_Exercise instructions_
Extract the text of every entry below exactly; leave images out.

_Data extracts_
....................
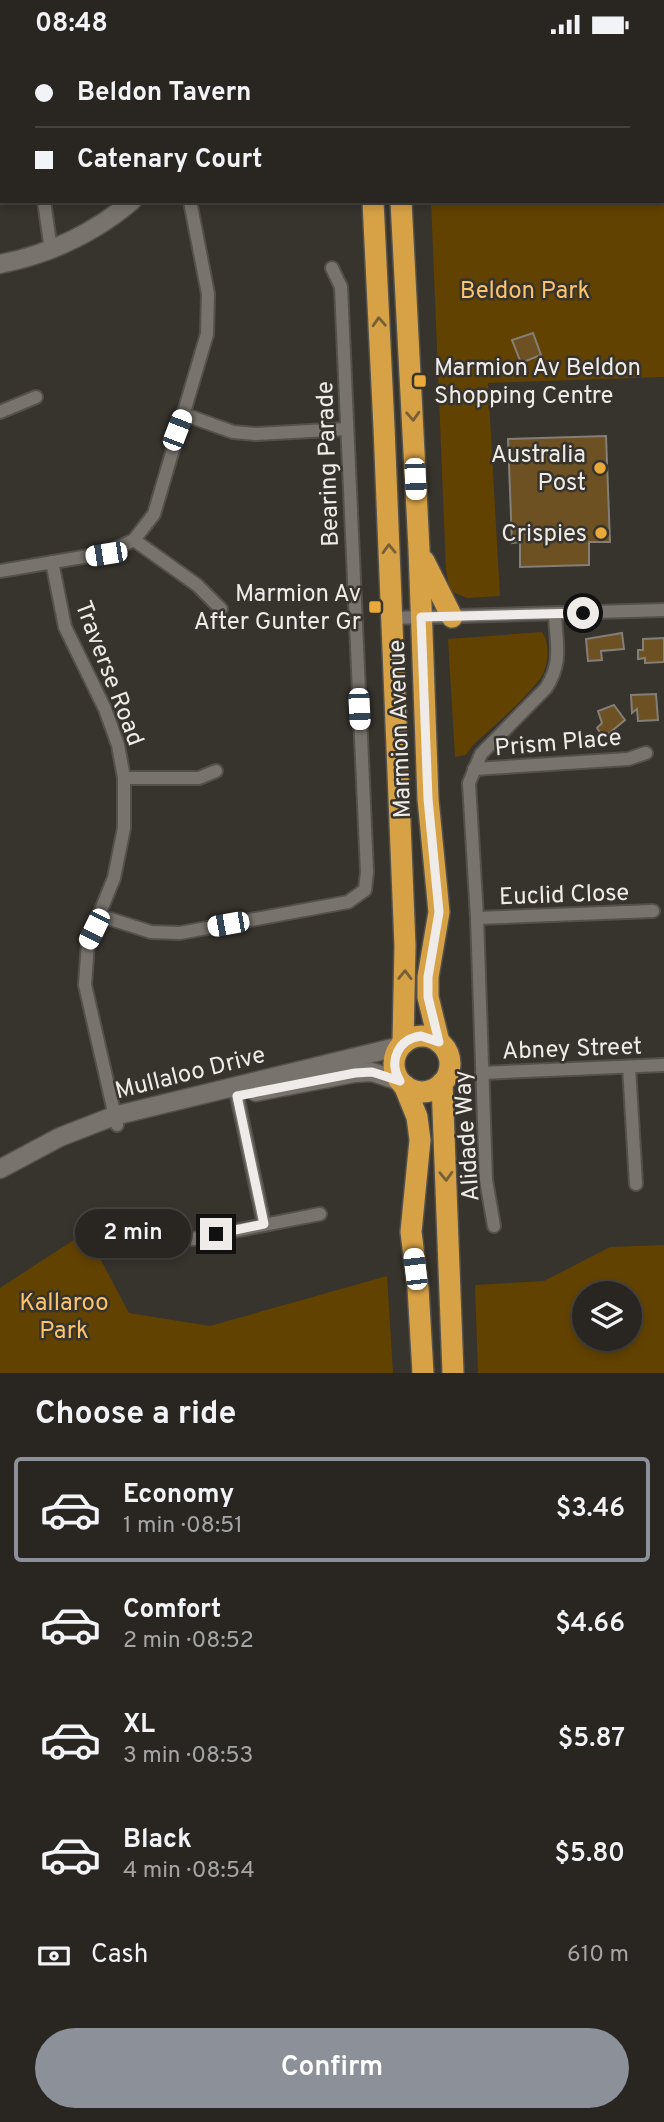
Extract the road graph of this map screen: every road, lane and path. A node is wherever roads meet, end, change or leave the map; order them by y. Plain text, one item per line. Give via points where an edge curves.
1 (44, 203) edge
2 (114, 203) edge
3 (129, 203) edge
4 (190, 203) edge
5 (366, 203) edge
6 (373, 203) edge
7 (401, 203) edge
8 (375, 226) junction
9 (51, 245) junction
10 (0, 254) edge
11 (0, 264) edge
12 (332, 268) dead end
13 (36, 397) dead end
14 (0, 412) edge
15 (183, 414) junction
16 (346, 429) junction
17 (134, 540) junction
18 (419, 549) junction
19 (52, 562) junction
20 (0, 571) edge
21 (221, 610) dead end
22 (664, 610) edge
23 (555, 614) junction
24 (421, 617) junction
25 (452, 617) junction
26 (391, 618) junction
27 (646, 753) dead end
28 (474, 769) junction
29 (216, 771) dead end
30 (124, 778) junction
31 (653, 911) dead end
32 (101, 916) junction
33 (477, 918) junction
34 (439, 1042) junction
35 (402, 1045) junction
36 (664, 1065) edge
37 (629, 1067) junction
38 (482, 1073) junction
39 (402, 1083) junction
40 (442, 1083) junction
41 (236, 1091) junction
42 (115, 1121) junction
43 (2, 1172) edge
44 (636, 1184) dead end
45 (320, 1214) dead end
46 (264, 1224) junction
47 (494, 1226) dead end
48 (193, 1239) dead end
49 (450, 1341) junction
50 (422, 1373) edge
51 (453, 1373) edge
52 (464, 1373) edge

1 - 9 street
2 - 9 main road
3 - 9 main road via 94,230
4 - 15 street via 208,294 207,334
5 - 8 highway via 368,218
6 - 8 highway, Marmion Avenue
7 -> 18 highway, Marmion Avenue
26 -> 8 highway, Marmion Avenue
9 - 10 main road
9 - 11 main road
12 - 16 street, Bearing Parade via 341,287
13 - 14 street
15 - 16 street via 233,432
15 - 17 street via 154,514
16 - 32 street, Bearing Parade via 365,890 348,902 180,933 151,932
17 - 19 street via 106,554
17 - 21 street via 197,585
18 - 24 highway, Marmion Avenue
18 - 25 highway
19 - 20 street
19 - 30 street, Traverse Road via 65,627 106,709
22 - 23 street
23 - 25 street
23 - 28 street, Alidade Way via 558,665 553,677 481,754
24 - 25 street
24 - 26 street
24 - 34 highway, Marmion Avenue via 429,811 439,912 428,997
35 -> 26 highway, Marmion Avenue via 405,946
27 - 28 street, Prism Place via 628,759
28 - 33 street, Alidade Way via 469,783
29 - 30 street via 199,778
30 - 32 street, Traverse Road via 124,828
31 - 33 street, Euclid Close
32 - 42 street, Traverse Road via 88,942 85,985
33 - 38 street, Alidade Way
34 - 35 highway via 421,1036
34 - 40 highway via 450,1062
35 - 39 highway via 394,1059
35 - 41 main road, Mullaloo Drive
36 - 37 street, Abney Street
37 - 38 street, Abney Street
37 - 44 street
38 - 47 street, Alidade Way via 486,1180
39 - 40 highway via 424,1092
39 - 41 main road, Mullaloo Drive via 372,1072
39 - 50 highway via 417,1117 420,1140 411,1232
40 -> 49 highway
41 - 42 main road, Mullaloo Drive
41 - 46 street
42 - 43 main road, Mullaloo Drive
45 - 46 street
46 - 48 street
49 - 51 highway
49 - 52 highway via 463,1351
....................
_Completed task_
Extract the road graph of this map screen: every road, lane and path. A node is wherever roads meet, end, change or leave the map; order them by y. Plain text, one item per line. Give via points where an edge curves.
1 (44, 203) edge
2 (114, 203) edge
3 (129, 203) edge
4 (190, 203) edge
5 (366, 203) edge
6 (373, 203) edge
7 (401, 203) edge
8 (375, 226) junction
9 (51, 245) junction
10 (0, 254) edge
11 (0, 264) edge
12 (332, 268) dead end
13 (36, 397) dead end
14 (0, 412) edge
15 (183, 414) junction
16 (346, 429) junction
17 (134, 540) junction
18 (419, 549) junction
19 (52, 562) junction
20 (0, 571) edge
21 (221, 610) dead end
22 (664, 610) edge
23 (555, 614) junction
24 (421, 617) junction
25 (452, 617) junction
26 (391, 618) junction
27 (646, 753) dead end
28 (474, 769) junction
29 (216, 771) dead end
30 (124, 778) junction
31 (653, 911) dead end
32 (101, 916) junction
33 (477, 918) junction
34 (439, 1042) junction
35 (402, 1045) junction
36 (664, 1065) edge
37 (629, 1067) junction
38 (482, 1073) junction
39 (402, 1083) junction
40 (442, 1083) junction
41 (236, 1091) junction
42 (115, 1121) junction
43 (2, 1172) edge
44 (636, 1184) dead end
45 (320, 1214) dead end
46 (264, 1224) junction
47 (494, 1226) dead end
48 (193, 1239) dead end
49 (450, 1341) junction
50 (422, 1373) edge
51 (453, 1373) edge
52 (464, 1373) edge

1 - 9 street
2 - 9 main road
3 - 9 main road via 94,230
4 - 15 street via 208,294 207,334
5 - 8 highway via 368,218
6 - 8 highway, Marmion Avenue
7 -> 18 highway, Marmion Avenue
26 -> 8 highway, Marmion Avenue
9 - 10 main road
9 - 11 main road
12 - 16 street, Bearing Parade via 341,287
13 - 14 street
15 - 16 street via 233,432
15 - 17 street via 154,514
16 - 32 street, Bearing Parade via 365,890 348,902 180,933 151,932
17 - 19 street via 106,554
17 - 21 street via 197,585
18 - 24 highway, Marmion Avenue
18 - 25 highway
19 - 20 street
19 - 30 street, Traverse Road via 65,627 106,709
22 - 23 street
23 - 25 street
23 - 28 street, Alidade Way via 558,665 553,677 481,754
24 - 25 street
24 - 26 street
24 - 34 highway, Marmion Avenue via 429,811 439,912 428,997
35 -> 26 highway, Marmion Avenue via 405,946
27 - 28 street, Prism Place via 628,759
28 - 33 street, Alidade Way via 469,783
29 - 30 street via 199,778
30 - 32 street, Traverse Road via 124,828
31 - 33 street, Euclid Close
32 - 42 street, Traverse Road via 88,942 85,985
33 - 38 street, Alidade Way
34 - 35 highway via 421,1036
34 - 40 highway via 450,1062
35 - 39 highway via 394,1059
35 - 41 main road, Mullaloo Drive
36 - 37 street, Abney Street
37 - 38 street, Abney Street
37 - 44 street
38 - 47 street, Alidade Way via 486,1180
39 - 40 highway via 424,1092
39 - 41 main road, Mullaloo Drive via 372,1072
39 - 50 highway via 417,1117 420,1140 411,1232
40 -> 49 highway
41 - 42 main road, Mullaloo Drive
41 - 46 street
42 - 43 main road, Mullaloo Drive
45 - 46 street
46 - 48 street
49 - 51 highway
49 - 52 highway via 463,1351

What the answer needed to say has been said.